The Central Government has granted permission to 85 sugar mills and 100 molasses-based standalone distilleries for capacity addition of about 468 crore litres per annum under the ethanol interest subvention scheme for molasses-based distilleries. It is likely that these projects would be completed in another 3-4 years, thus help in achieving the desired blending target.
In the normal sugar season, about 320 lakh tonnes of sugar is produced against domestic consumption of 260 lakh tonnes. This 60 lakh tonnes of surplus sugar, which remains unsold, blocks funds of sugar mills to the tune of about Rs. 19,000 crore every year, thereby affecting liquidity positions of sugar mills resulting in accumulation of cane price arrears of farmers.
As a long term solution to deal with surplus sugar, to improve the sustainability of sugar industry and to ensure timely payment of cane dues to farmers, the government has been encouraging diversion of excess sugarcane and sugar to ethanol for supplying to oil marketing companies for blending with petrol which not only would reduce import dependency on crude oil, promote ethanol as a fuel which is indigenous and non-polluting, but will also enhance the income of sugarcane farmers.

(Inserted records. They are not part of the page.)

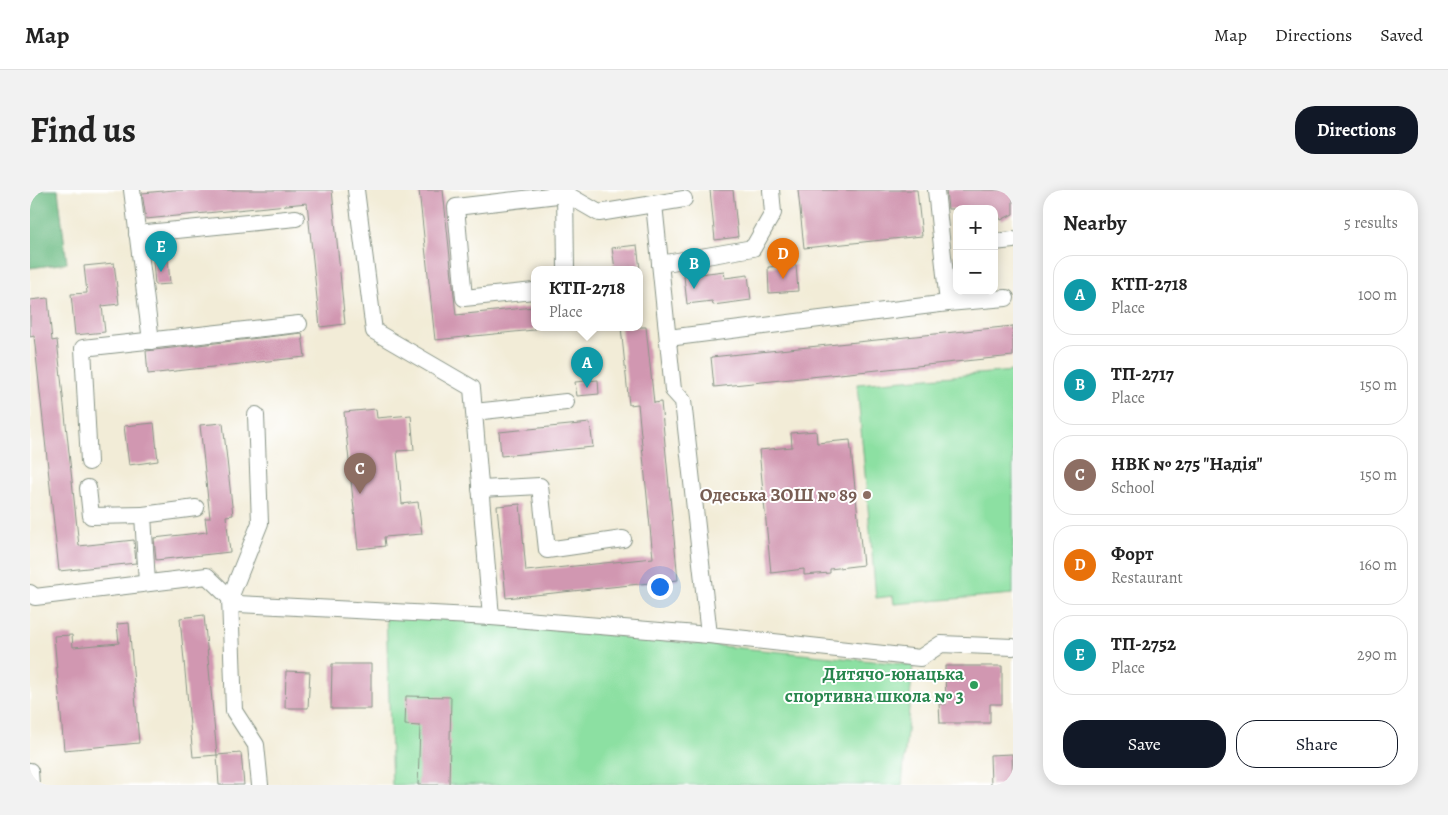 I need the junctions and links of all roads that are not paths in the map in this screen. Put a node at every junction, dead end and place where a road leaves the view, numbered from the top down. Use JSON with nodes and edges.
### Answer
{"nodes":[{"id":1,"x":132,"y":190,"type":"edge"},
{"id":2,"x":356,"y":190,"type":"edge"},
{"id":3,"x":771,"y":190,"type":"edge"},
{"id":4,"x":936,"y":190,"type":"edge"},
{"id":5,"x":565,"y":192,"type":"edge"},
{"id":6,"x":684,"y":199,"type":"dead end"},
{"id":7,"x":654,"y":204,"type":"junction"},
{"id":8,"x":296,"y":218,"type":"dead end"},
{"id":9,"x":137,"y":234,"type":"junction"},
{"id":10,"x":1013,"y":240,"type":"edge"},
{"id":11,"x":998,"y":242,"type":"edge"},
{"id":12,"x":949,"y":245,"type":"edge"},
{"id":13,"x":660,"y":264,"type":"junction"},
{"id":14,"x":566,"y":266,"type":"edge"},
{"id":15,"x":531,"y":291,"type":"edge"},
{"id":16,"x":1006,"y":298,"type":"dead end"},
{"id":17,"x":948,"y":303,"type":"junction"},
{"id":18,"x":299,"y":324,"type":"dead end"},
{"id":19,"x":668,"y":338,"type":"junction"},
{"id":20,"x":151,"y":341,"type":"junction"},
{"id":21,"x":566,"y":402,"type":"dead end"},
{"id":22,"x":474,"y":412,"type":"junction"},
{"id":23,"x":256,"y":415,"type":"dead end"},
{"id":24,"x":89,"y":462,"type":"dead end"},
{"id":25,"x":88,"y":488,"type":"dead end"},
{"id":26,"x":480,"y":489,"type":"junction"},
{"id":27,"x":196,"y":508,"type":"dead end"},
{"id":28,"x":143,"y":516,"type":"junction"},
{"id":29,"x":623,"y":539,"type":"dead end"},
{"id":30,"x":147,"y":583,"type":"junction"},
{"id":31,"x":30,"y":592,"type":"edge"},
{"id":32,"x":230,"y":598,"type":"junction"},
{"id":33,"x":491,"y":617,"type":"junction"},
{"id":34,"x":709,"y":635,"type":"junction"},
{"id":35,"x":1013,"y":647,"type":"edge"},
{"id":36,"x":30,"y":771,"type":"edge"},
{"id":37,"x":31,"y":785,"type":"edge"},
{"id":38,"x":260,"y":785,"type":"edge"}],
"edges":[{"from":1,"to":9,"type":"street"},
{"from":2,"to":22,"type":"street"},
{"from":3,"to":13,"type":"street"},
{"from":4,"to":12,"type":"street"},
{"from":5,"to":7,"type":"street"},
{"from":5,"to":14,"type":"street"},
{"from":5,"to":15,"type":"street"},
{"from":6,"to":7,"type":"street"},
{"from":7,"to":13,"type":"street"},
{"from":8,"to":9,"type":"street"},
{"from":9,"to":20,"type":"street"},
{"from":10,"to":11,"type":"street"},
{"from":12,"to":17,"type":"street"},
{"from":13,"to":19,"type":"street"},
{"from":16,"to":17,"type":"street"},
{"from":17,"to":19,"type":"street"},
{"from":18,"to":20,"type":"street"},
{"from":19,"to":34,"type":"street"},
{"from":20,"to":24,"type":"street"},
{"from":21,"to":22,"type":"street"},
{"from":22,"to":26,"type":"street"},
{"from":23,"to":32,"type":"street"},
{"from":25,"to":28,"type":"street"},
{"from":26,"to":29,"type":"street"},
{"from":26,"to":33,"type":"street"},
{"from":27,"to":28,"type":"street"},
{"from":28,"to":30,"type":"street"},
{"from":30,"to":31,"type":"street"},
{"from":30,"to":32,"type":"street"},
{"from":32,"to":33,"type":"street"},
{"from":32,"to":38,"type":"street"},
{"from":33,"to":34,"type":"street"},
{"from":34,"to":35,"type":"street"},
{"from":36,"to":37,"type":"street"}]}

Earlier, the government had fixed a target of 10 % blending of fuel-grade ethanol with petrol by 2022 and 20 % blending by 2030 but it is preparing a plan to advance the achievement of 20 % blending target. However, the existing distillation capacity in the country is not sufficient to produce ethanol to achieve blending targets. So the government is encouraging sugar mills, distilleries and entrepreneurs to set up new distilleries or expand their existing distillation capacities. Efforts are also being made to produce ethanol from maize in States which have sufficient production of maize.